I have only heard Hallelujah on American Idol before today.
And sometimes Simon Cowell will say brilliant, sometimes he will say terrible.
But most of the time, I have no idea why he says that.
 
4:27 PM
@Jasper Really? It’s in all the better shopping malls.
 
5:33 PM
@Færd Hm... yes, looking things up, it must be a myth that it is a myth. Or rather the shortest say must be the day before, of, or after the day that the solstice (a point event) occurs on.
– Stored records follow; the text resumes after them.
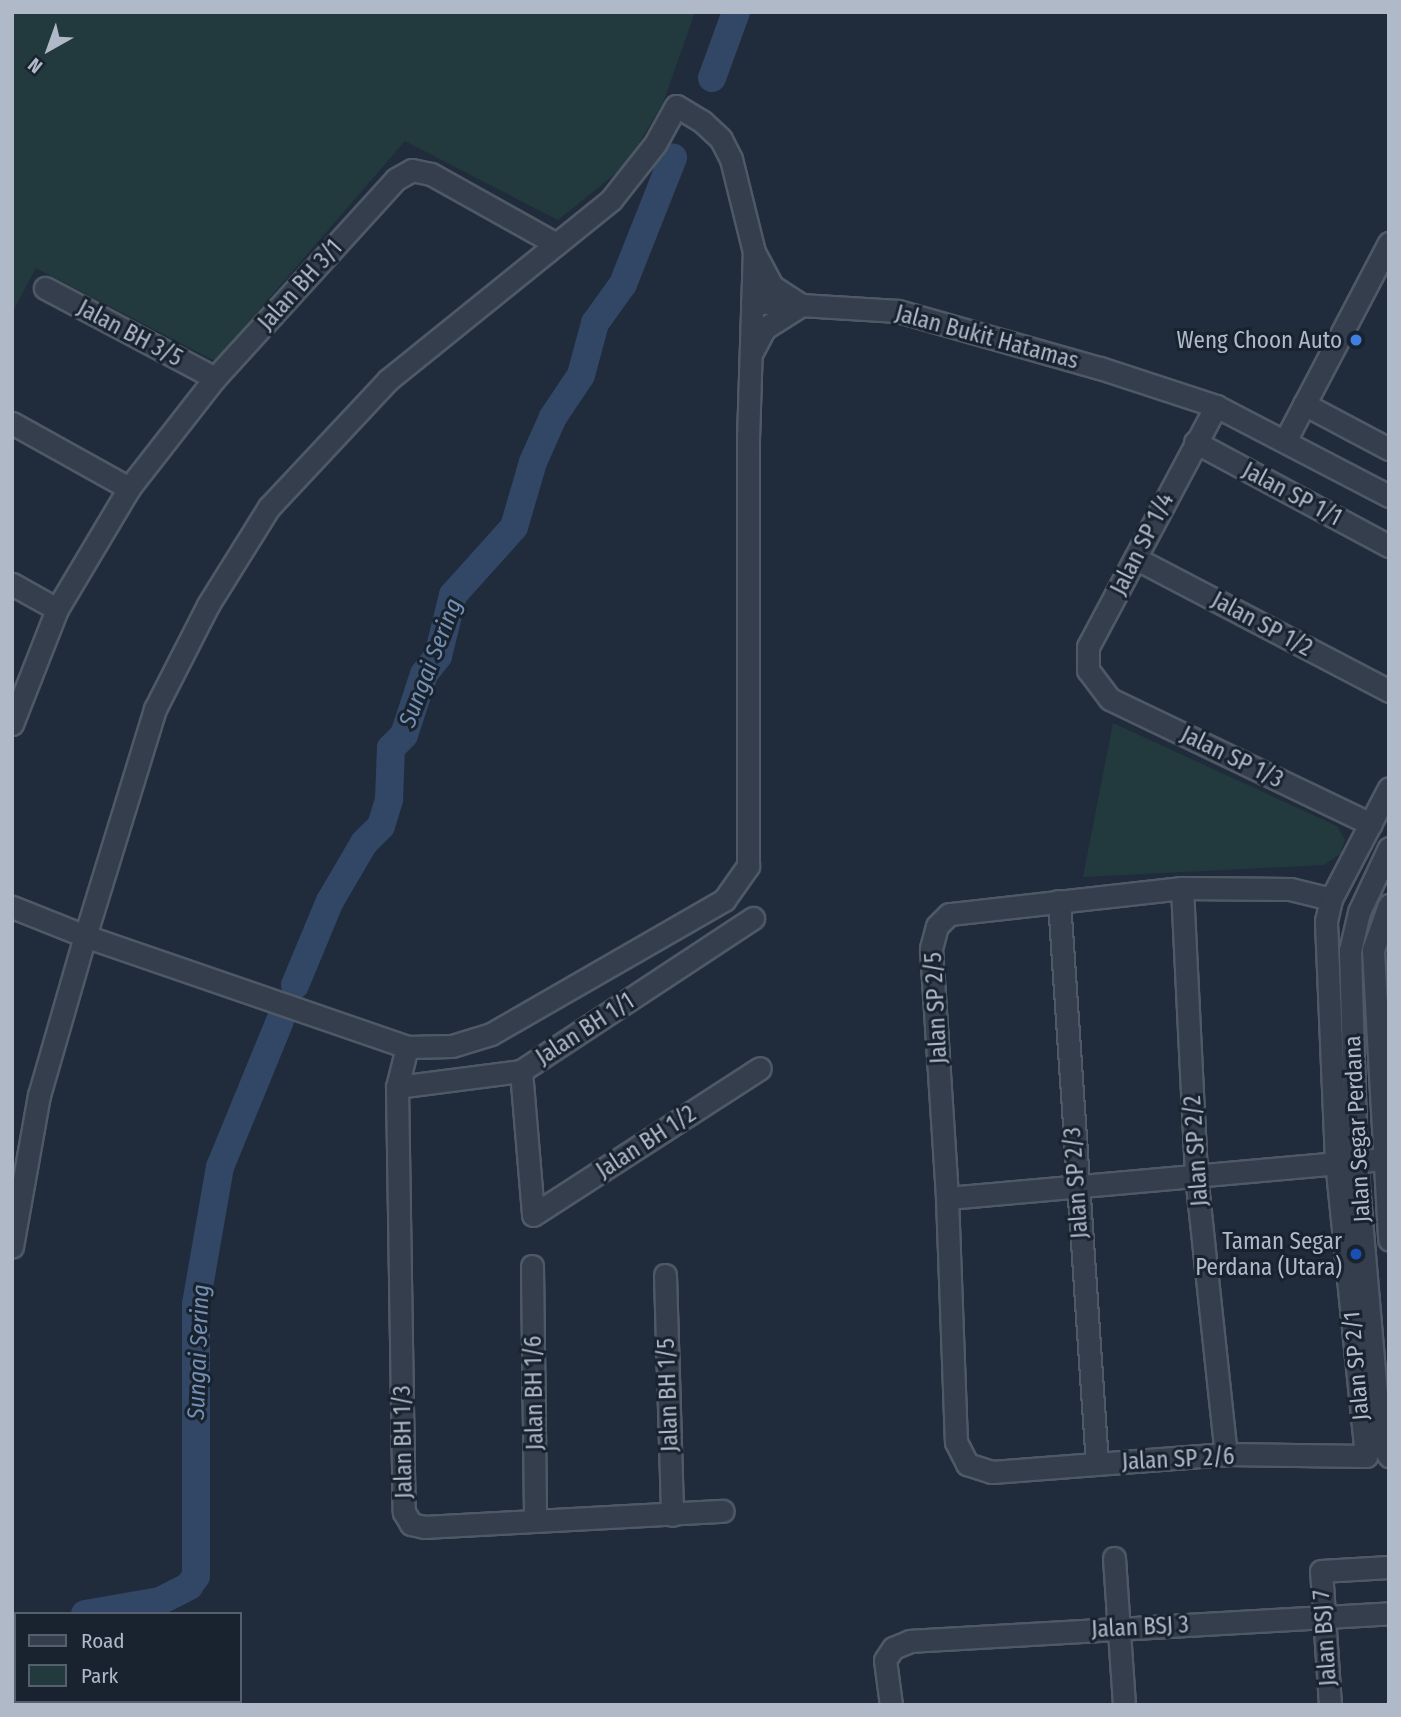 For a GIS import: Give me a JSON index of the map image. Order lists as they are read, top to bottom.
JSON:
{
  "streets": {
    "street": [
      "Jalan BH 3/1",
      "Jalan BH 3/5",
      "Jalan Bukit Hatamas",
      "Jalan SP 1/1",
      "Jalan SP 1/4",
      "Jalan SP 1/2",
      "Jalan SP 1/3",
      "Jalan SP 2/5",
      "Jalan BH 1/1",
      "Jalan Segar Perdana",
      "Jalan BH 1/2",
      "Jalan SP 2/2",
      "Jalan SP 2/3",
      "Jalan SP 2/1",
      "Jalan BH 1/6",
      "Jalan BH 1/5",
      "Jalan BH 1/3",
      "Jalan SP 2/6",
      "Jalan BSJ 3",
      "Jalan BSJ 7"
    ]
  },
  "crossings": [
    ["Jalan BH 3/1", "Jalan BH 3/5"],
    ["Jalan Bukit Hatamas", "Jalan SP 1/1"],
    ["Jalan Bukit Hatamas", "Jalan SP 1/4"],
    ["Jalan SP 1/1", "Jalan SP 1/4"],
    ["Jalan SP 1/4", "Jalan SP 1/2"],
    ["Jalan SP 1/4", "Jalan SP 1/3"],
    ["Jalan SP 2/5", "Jalan SP 2/2"],
    ["Jalan SP 2/5", "Jalan SP 2/3"],
    ["Jalan SP 2/5", "Jalan SP 2/1"],
    ["Jalan SP 2/5", "Jalan SP 2/6"],
    ["Jalan BH 1/1", "Jalan BH 1/2"],
    ["Jalan BH 1/1", "Jalan BH 1/3"],
    ["Jalan Segar Perdana", "Jalan SP 2/1"],
    ["Jalan SP 2/2", "Jalan SP 2/6"],
    ["Jalan SP 2/3", "Jalan SP 2/6"],
    ["Jalan SP 2/1", "Jalan SP 2/6"],
    ["Jalan BH 1/6", "Jalan BH 1/3"],
    ["Jalan BH 1/5", "Jalan BH 1/3"],
    ["Jalan BSJ 3", "Jalan BSJ 7"]
  ],
  "water": ["Sungai Sering"],
  "places": ["Weng Choon Auto", "Taman Segar Perdana (Utara)"],
  "legend": ["Road", "Park"],
  "north": "bottom left"
}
Maybe I was thinking of the latest sunrise/earliest sunset, which is, from @Cerberus's chart obviously not tightly linked to the solstice and is probably an artifact of clock correspondence with astronomical events ('shortest' is not dependent on the clock numbers).
 
@Mitch There is a regression in the day around solstice times (well, all the time, but most noticeable at the solstices). If the earth travels approx. one degree in its orbit (actual value: 360/365.25) then each day it has to rotate about one additional degree to "catch up" with the current position of the sun relative to the orbit. Hilarity ensues. Also questions about why the times move the way they do.
 
 
1 hour later…
6:48 PM
@tchrist If you want someone who knows how to count, find an orchestral percussionist. All they ever seem to do is count measures.
 
7:33 PM
@Robusto What I’ve never un­der­stood is the pro­fes­sional per­cus­sion­ist’s al­most freak­ish abil­ity to have each of their two hands evenly beat out two dif­fer­ent and “rel­a­tively prime” num­bers of notes per beat/bar against each other. And I don’t mean 2 against 3 or even 3 against 4 ei­ther; those two ra­tios are easy com­pared to the ac­tual demon­stra­tions of this abil­ity that I’ve been present to wit­ness for my­self.
 
7:43 PM
The only ex­pla­na­tion I’ve thought of is that they’ve some­how rewrit­ten their own wet­ware through long years of highly spe­cial­ized train­ing in a dis­ci­pline that can re­quire and pro­duce a Rain Man type of su­per­power that to the rest of us seems like it must ac­tu­ally be some sneaky sort of sleight-of-hand or -mind il­lu­sion from a sly pres­tig­i­ta­tor’s bag of par­lor tricks.
 
 
1 hour later…
8:51 PM
@tchrist It really is amazing. I don't understand it myself. Btw, good ones can do different voices in each limb, which is also astounding.
 
9:08 PM
tchrist has stopped a feed from being posted into this room
 
 
3 hours later…
11:41 PM
@Mitch Yes, exactly my thinking.
That is, until recently, I hadn't really thought about it and assumed that length of day correlated with time of sunset, but now I know better.